New business at the Federal Home Loan Mortgage Corp. climbed to the highest level since the summer of 2013. Delinquency, meanwhile, fell to the lowest rate since 2008.
Freddie Mac reported Wednesday that during April, purchases and issuances came in at $36.480 billion.
That was the single biggest month for the McLean, Virginia-based company since July 2013, when secondary activity totaled $42.250 billion.
Purchases and issuances were $31.406 billion in March 2015 and $19.884 in April 2014.
From Jan. 1 through April 30 of this year, business amounted to
$127.300 billion.
Freddie reported a total mortgage
portfolio of $1.9160 trillion as of April 30, 2015. The book increased from a month earlier, when it stood at $1.9147 trillion, and a year earlier, when it was $1.8988 trillion.
Last month’s total included
an $0.3993 trillion investment portfolio and $1.5166 trillion in outstanding mortgage-related securities and other guarantee commitments.

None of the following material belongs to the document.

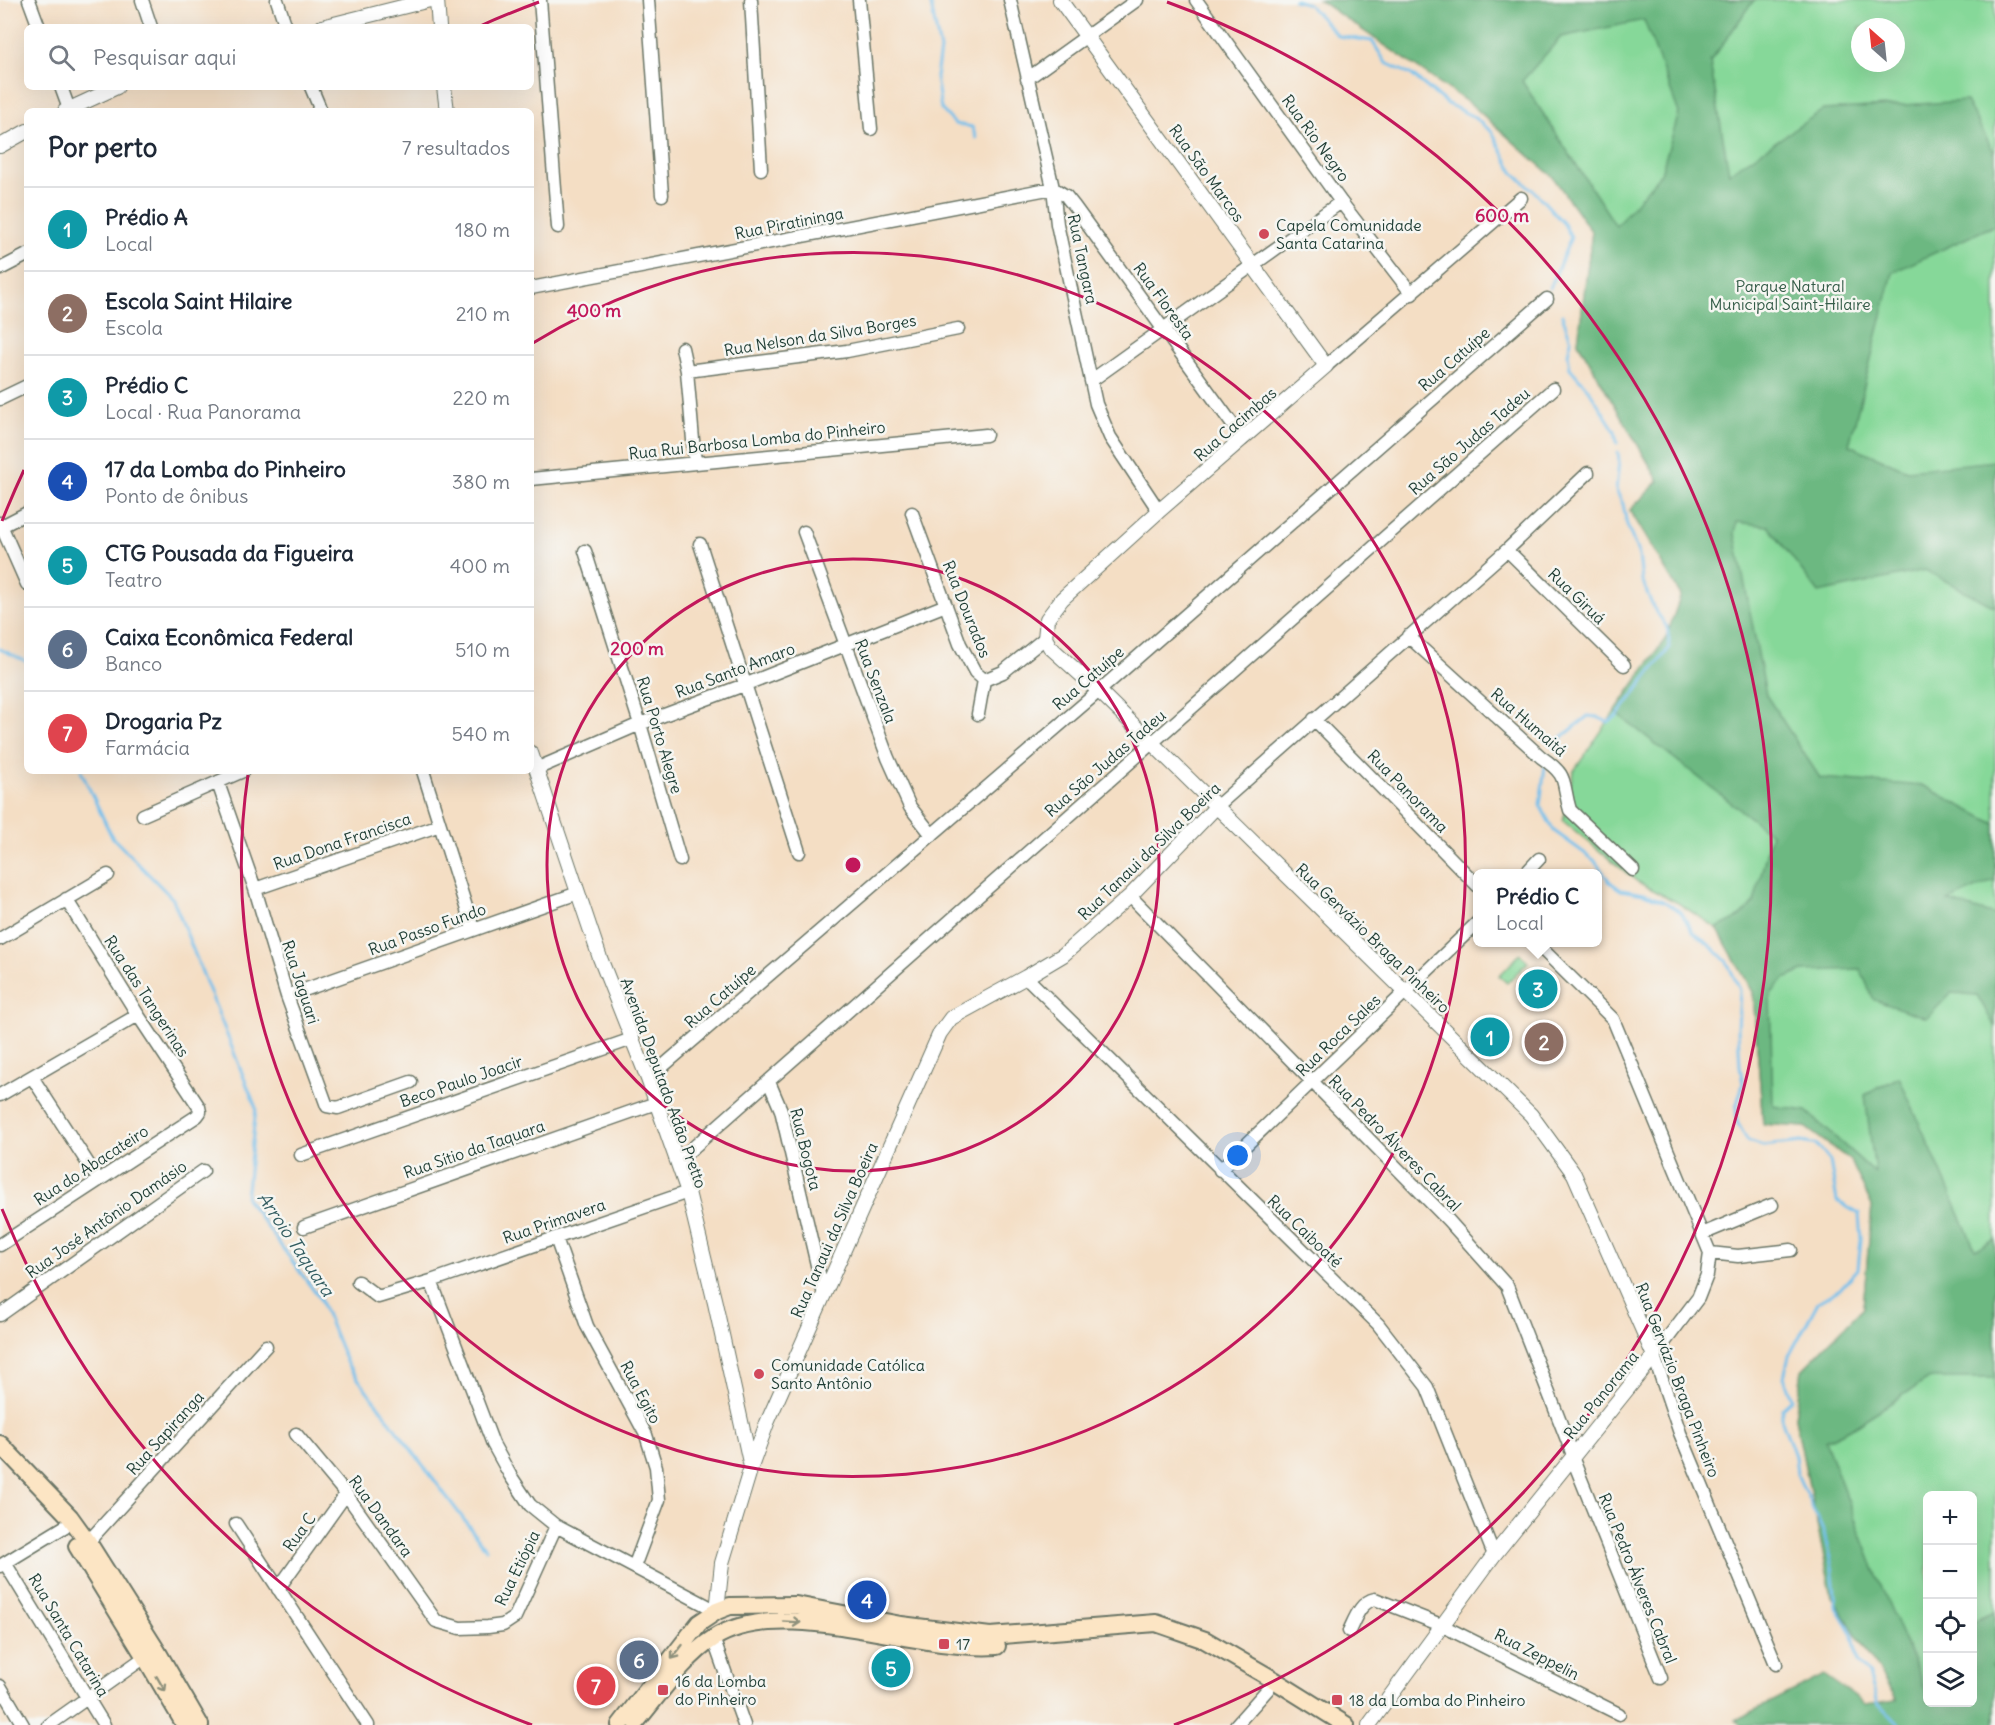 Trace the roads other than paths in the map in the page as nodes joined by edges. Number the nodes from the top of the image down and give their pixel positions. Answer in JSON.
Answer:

Delinquency of at least 90 days on Freddie’s residential portfolio finished April at 1.66 percent.
Turns out that the last time residential delinquency was this low was in November 2008, when the rate was 1.52 percent.
Serious delinquency on Freddie Mac loans was
1.73 percent as of March 31, 2015, and 2.15 percent as of April 30, 2014.
Moving on to commercial mortgage performance, Freddie said its 60-day multifamily delinquency rate was 0.03 percent as of the most-recent date, unchanged for three consecutive months.
Multifamily delinquency stood at 0.05 percent as of the same date last year.